Work task: Every line containing the word "Williams" is to be copied from the data below.

Records from a data collection:

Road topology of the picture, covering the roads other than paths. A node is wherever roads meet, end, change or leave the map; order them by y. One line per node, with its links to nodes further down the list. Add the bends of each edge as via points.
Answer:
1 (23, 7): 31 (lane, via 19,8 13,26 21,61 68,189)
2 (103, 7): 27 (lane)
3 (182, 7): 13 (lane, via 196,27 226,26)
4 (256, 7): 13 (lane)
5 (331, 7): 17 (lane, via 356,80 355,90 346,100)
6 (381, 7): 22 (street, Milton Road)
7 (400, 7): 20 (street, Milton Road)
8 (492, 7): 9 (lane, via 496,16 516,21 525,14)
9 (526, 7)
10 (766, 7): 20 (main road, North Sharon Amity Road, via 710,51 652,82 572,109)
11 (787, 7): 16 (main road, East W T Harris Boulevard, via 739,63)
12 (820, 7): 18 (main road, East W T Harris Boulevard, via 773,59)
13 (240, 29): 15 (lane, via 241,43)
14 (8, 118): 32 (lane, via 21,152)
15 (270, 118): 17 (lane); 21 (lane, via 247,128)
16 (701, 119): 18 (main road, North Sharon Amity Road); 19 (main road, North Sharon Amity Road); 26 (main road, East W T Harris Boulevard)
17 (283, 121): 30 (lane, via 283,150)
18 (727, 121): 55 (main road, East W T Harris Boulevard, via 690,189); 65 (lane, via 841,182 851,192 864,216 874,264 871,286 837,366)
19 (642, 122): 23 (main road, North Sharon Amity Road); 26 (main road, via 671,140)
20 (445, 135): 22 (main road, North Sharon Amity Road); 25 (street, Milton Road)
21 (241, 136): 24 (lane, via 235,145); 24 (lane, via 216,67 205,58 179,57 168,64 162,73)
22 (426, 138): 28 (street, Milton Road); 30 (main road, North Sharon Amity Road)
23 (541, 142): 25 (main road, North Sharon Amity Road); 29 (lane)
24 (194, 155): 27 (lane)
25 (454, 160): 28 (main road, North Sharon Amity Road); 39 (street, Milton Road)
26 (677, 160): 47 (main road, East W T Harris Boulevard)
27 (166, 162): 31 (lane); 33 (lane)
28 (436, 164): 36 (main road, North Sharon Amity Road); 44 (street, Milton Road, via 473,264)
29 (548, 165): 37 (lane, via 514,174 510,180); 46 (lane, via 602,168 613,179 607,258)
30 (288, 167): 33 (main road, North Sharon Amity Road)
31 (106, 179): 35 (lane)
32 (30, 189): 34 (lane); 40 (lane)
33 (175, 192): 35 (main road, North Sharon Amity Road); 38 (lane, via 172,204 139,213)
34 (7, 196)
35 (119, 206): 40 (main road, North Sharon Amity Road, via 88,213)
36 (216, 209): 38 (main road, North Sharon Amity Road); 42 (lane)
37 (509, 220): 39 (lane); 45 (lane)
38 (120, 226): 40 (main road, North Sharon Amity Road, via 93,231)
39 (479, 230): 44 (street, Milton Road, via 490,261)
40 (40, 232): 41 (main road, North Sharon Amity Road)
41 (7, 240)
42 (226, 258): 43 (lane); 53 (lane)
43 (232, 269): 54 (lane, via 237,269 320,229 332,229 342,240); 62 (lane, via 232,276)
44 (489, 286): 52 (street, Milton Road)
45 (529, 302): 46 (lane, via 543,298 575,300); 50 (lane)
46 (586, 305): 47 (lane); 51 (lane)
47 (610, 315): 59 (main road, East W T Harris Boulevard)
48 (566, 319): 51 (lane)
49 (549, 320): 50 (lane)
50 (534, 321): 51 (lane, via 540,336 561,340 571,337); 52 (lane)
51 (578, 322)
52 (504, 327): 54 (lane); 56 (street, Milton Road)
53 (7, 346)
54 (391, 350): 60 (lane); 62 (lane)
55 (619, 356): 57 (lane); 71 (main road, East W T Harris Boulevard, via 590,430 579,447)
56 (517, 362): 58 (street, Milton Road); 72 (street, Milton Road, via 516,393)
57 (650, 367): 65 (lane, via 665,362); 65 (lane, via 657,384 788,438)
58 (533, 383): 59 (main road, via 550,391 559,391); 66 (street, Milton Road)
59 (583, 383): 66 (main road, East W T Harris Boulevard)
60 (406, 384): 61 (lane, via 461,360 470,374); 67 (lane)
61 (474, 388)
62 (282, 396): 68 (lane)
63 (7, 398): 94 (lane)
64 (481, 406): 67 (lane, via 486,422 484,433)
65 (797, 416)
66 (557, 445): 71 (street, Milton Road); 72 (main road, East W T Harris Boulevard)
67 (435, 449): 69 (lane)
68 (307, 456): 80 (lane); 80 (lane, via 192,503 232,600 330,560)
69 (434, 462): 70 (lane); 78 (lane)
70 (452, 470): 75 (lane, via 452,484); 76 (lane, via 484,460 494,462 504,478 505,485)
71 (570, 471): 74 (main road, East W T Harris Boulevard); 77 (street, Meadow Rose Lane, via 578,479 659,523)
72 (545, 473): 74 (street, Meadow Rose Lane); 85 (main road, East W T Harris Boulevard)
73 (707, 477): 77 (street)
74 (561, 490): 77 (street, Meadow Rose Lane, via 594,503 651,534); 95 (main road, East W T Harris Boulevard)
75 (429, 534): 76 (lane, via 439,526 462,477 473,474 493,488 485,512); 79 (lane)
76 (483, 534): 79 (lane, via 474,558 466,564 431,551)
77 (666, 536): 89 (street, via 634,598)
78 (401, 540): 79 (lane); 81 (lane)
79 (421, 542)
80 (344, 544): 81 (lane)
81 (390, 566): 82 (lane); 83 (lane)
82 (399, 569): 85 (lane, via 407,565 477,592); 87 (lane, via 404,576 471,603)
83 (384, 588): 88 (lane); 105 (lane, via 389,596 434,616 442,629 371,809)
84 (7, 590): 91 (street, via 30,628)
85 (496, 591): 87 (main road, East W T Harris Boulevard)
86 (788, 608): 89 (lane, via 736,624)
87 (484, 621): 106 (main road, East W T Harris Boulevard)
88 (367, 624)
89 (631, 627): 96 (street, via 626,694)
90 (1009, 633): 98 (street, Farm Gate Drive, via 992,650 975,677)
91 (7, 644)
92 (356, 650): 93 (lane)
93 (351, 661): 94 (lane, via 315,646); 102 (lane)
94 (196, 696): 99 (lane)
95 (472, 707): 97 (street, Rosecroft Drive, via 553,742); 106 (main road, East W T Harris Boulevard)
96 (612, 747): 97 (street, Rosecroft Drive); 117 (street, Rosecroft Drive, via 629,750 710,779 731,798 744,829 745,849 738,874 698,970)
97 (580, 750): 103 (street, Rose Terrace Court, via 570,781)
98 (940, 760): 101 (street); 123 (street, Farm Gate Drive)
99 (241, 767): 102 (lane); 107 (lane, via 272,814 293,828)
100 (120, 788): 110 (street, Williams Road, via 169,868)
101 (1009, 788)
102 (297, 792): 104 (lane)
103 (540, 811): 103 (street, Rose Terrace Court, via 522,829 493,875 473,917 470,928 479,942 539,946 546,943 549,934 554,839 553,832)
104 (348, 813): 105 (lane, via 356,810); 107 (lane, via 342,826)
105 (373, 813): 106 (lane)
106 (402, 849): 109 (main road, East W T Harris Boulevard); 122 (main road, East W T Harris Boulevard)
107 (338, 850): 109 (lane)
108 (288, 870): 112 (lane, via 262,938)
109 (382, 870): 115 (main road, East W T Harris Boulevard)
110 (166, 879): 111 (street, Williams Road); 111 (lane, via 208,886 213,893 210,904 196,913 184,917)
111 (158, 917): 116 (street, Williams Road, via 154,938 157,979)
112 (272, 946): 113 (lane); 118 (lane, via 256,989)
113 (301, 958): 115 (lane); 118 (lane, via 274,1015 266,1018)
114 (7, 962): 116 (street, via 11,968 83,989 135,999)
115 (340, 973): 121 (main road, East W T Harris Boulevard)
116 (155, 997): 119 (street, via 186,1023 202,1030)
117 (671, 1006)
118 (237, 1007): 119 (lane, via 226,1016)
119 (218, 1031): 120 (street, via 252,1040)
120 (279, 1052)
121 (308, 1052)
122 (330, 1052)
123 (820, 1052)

Solution to this exercise:
100 (120, 788): 110 (street, Williams Road, via 169,868)
110 (166, 879): 111 (street, Williams Road); 111 (lane, via 208,886 213,893 210,904 196,913 184,917)
111 (158, 917): 116 (street, Williams Road, via 154,938 157,979)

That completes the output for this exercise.